Menjaga Kepercayaan Publik
Pada akhirnya, keberhasilan program bansos bukan hanya soal angka penerima atau besarannya, melainkan juga soal kepercayaan publik. Ketika masyarakat yakin bahwa bansos disalurkan secara adil dan tepat sasaran, maka program ini akan mendapat dukungan luas. Sebaliknya, jika kasus penyalahgunaan terus terulang, maka skeptisisme akan semakin menguat.
Dedi Mulyadi tampak memahami hal ini. Dengan menekankan perbaikan data, regulasi bertingkat, dan kegiatan produktif, ia seolah ingin menunjukkan bahwa bansos bisa dikelola lebih baik. Masyarakat miskin tetap terbantu, sementara mereka yang masih produktif diarahkan untuk mandiri.
Kesimpulan
Kasus bansos di Jawa Barat yang diduga dipakai untuk judi online membuka mata banyak pihak tentang pentingnya perbaikan sistem secara menyeluruh.
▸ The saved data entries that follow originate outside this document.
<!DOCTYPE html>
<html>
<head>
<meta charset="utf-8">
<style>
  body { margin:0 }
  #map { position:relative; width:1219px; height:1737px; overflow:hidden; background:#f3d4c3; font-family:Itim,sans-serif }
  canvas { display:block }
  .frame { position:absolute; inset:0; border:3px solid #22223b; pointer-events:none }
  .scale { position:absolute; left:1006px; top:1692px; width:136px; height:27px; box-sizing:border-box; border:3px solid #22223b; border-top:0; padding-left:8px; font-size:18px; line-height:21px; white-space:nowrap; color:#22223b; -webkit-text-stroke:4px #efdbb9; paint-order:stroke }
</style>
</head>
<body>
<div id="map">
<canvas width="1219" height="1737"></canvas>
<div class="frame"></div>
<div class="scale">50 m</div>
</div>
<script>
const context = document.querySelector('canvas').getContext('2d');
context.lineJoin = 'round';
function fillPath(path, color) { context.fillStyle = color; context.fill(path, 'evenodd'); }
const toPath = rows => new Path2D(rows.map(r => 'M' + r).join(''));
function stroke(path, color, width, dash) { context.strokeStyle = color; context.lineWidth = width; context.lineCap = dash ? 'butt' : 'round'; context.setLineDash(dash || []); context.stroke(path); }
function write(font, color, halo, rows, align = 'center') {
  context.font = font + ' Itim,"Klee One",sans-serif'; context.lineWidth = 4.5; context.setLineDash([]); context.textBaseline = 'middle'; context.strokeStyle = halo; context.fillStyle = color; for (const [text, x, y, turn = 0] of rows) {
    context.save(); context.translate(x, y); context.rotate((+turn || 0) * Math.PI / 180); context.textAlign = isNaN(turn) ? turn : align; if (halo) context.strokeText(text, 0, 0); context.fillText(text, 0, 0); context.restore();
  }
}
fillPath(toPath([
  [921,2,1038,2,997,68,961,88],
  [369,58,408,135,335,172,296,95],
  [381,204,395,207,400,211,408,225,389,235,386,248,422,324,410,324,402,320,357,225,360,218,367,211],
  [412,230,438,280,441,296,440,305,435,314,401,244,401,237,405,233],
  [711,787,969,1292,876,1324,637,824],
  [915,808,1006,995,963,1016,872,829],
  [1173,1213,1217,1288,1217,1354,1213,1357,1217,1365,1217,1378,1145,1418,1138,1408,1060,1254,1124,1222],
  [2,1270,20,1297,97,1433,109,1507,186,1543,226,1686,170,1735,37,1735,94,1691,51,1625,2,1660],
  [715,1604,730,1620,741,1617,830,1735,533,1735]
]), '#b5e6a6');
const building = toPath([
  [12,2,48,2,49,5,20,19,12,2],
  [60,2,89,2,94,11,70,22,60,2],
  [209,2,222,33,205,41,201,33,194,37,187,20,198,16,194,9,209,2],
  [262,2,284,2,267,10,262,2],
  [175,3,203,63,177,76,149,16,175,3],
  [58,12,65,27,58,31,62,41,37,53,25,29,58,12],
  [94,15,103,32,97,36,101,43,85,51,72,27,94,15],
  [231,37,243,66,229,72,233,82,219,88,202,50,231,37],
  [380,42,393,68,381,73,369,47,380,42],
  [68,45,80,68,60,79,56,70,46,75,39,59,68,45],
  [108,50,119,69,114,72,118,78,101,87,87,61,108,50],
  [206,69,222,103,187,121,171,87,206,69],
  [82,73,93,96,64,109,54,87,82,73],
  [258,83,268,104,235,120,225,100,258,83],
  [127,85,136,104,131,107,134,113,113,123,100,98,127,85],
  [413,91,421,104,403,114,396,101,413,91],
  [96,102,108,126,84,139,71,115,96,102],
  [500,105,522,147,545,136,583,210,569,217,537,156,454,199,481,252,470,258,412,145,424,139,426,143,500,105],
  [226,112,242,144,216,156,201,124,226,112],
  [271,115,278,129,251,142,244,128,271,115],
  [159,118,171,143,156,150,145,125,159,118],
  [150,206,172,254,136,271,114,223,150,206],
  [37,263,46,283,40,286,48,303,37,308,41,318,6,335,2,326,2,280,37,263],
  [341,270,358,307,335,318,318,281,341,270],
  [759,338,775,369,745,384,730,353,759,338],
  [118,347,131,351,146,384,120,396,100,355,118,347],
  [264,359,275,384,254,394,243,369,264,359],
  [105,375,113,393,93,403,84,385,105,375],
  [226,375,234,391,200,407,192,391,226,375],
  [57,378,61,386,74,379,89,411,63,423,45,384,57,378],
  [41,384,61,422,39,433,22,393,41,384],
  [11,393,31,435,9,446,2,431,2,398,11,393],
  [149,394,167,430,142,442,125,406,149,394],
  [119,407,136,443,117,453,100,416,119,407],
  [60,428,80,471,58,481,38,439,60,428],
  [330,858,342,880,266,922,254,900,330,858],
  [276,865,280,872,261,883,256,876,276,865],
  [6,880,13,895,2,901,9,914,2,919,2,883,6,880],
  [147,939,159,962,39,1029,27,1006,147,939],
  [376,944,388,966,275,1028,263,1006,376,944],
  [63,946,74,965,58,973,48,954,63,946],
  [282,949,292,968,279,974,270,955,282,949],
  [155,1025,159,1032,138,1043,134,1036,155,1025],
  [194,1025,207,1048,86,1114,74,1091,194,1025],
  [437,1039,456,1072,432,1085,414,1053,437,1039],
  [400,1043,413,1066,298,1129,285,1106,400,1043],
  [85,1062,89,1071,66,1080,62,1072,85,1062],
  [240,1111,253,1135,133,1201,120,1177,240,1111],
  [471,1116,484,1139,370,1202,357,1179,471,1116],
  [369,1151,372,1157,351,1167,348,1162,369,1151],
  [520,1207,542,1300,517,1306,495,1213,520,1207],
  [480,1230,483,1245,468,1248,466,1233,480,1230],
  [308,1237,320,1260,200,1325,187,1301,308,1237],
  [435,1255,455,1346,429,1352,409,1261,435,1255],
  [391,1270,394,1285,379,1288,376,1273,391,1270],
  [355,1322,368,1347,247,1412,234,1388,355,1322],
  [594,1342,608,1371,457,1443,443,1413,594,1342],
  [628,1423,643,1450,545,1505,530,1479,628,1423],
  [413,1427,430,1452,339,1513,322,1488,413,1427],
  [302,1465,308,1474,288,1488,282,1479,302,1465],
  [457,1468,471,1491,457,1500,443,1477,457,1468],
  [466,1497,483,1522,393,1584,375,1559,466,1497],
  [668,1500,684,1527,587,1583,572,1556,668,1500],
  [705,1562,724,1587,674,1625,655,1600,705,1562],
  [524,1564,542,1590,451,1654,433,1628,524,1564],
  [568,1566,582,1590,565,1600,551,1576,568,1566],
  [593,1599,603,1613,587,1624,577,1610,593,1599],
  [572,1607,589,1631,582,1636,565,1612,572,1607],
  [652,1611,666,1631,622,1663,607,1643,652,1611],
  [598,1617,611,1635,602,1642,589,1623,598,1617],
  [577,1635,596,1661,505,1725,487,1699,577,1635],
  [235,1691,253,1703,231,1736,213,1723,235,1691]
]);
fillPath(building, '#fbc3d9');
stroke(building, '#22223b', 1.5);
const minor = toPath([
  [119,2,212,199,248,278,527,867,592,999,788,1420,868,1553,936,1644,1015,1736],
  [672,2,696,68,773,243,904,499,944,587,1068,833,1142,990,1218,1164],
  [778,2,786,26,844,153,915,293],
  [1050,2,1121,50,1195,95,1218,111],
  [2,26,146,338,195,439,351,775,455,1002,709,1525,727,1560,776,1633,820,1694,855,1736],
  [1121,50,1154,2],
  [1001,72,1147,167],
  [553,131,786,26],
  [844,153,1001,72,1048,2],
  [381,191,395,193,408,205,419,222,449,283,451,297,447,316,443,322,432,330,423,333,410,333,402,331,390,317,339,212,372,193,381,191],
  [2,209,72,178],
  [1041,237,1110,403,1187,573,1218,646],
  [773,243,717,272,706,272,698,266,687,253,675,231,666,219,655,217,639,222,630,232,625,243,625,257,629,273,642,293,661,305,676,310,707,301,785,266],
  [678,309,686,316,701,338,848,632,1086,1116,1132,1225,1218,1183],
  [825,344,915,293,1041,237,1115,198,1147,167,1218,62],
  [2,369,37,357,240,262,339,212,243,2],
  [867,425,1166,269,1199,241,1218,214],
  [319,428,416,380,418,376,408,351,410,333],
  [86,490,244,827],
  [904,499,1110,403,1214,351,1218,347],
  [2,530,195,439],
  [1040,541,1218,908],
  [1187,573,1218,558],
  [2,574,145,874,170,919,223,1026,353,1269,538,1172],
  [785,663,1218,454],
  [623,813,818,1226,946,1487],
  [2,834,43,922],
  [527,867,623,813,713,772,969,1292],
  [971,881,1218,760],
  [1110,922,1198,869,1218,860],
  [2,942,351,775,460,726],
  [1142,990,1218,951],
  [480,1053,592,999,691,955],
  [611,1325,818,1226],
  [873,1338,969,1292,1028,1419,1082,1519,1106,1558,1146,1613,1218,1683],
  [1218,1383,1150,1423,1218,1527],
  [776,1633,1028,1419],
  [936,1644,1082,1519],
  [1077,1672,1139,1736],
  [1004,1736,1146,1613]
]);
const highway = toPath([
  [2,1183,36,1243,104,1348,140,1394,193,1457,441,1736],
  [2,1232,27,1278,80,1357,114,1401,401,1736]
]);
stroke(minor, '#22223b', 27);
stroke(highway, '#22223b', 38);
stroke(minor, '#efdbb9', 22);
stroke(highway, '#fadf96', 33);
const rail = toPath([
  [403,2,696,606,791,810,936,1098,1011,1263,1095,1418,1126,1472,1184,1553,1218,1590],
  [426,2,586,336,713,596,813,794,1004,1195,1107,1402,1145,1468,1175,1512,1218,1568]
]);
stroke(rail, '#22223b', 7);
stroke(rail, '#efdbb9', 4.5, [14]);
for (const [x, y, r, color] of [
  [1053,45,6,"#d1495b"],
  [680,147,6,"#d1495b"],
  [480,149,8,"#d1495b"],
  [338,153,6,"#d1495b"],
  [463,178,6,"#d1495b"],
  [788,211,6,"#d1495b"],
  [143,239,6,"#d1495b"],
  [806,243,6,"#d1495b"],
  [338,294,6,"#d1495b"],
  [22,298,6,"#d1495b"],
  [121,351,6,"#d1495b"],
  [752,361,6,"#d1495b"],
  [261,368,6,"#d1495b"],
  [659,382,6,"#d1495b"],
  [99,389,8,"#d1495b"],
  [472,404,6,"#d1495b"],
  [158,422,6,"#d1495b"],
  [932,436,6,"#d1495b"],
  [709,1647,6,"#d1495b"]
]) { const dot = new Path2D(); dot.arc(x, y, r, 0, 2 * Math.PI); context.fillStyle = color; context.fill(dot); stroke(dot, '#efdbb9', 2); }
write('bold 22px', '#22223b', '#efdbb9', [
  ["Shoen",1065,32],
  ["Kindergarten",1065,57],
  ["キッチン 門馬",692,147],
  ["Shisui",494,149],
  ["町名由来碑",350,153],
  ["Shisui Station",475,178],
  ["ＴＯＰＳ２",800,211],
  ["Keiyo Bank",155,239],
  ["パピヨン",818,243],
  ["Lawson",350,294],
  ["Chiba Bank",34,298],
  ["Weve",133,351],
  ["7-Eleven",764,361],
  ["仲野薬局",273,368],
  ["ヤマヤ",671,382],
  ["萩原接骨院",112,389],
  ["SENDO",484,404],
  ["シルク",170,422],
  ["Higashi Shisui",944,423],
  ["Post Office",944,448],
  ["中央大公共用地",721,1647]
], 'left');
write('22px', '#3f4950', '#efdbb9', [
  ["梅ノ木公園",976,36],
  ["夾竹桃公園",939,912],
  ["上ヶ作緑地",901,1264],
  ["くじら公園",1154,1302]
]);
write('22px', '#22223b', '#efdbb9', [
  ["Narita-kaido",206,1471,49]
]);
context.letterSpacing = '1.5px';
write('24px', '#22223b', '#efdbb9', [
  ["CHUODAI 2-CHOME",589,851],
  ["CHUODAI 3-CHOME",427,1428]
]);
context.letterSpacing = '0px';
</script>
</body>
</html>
Tidak cukup hanya menyalurkan bantuan, pemerintah harus memastikan penerima benar-benar sesuai kriteria.
Dedi Mulyadi menawarkan solusi yang cukup komprehensif: evaluasi ulang data dengan melibatkan masyarakat lokal, penerapan regulasi bertingkat untuk memperkuat legitimasi, serta mendorong penerima bansos untuk tetap aktif melalui kegiatan produktif.
Jika langkah-langkah ini benar-benar dijalankan, maka program bansos bisa kembali ke jalur semestinya, yaitu menjadi penopang bagi mereka yang paling membutuhkan, bukan sekadar dana tambahan yang berakhir di meja judi online.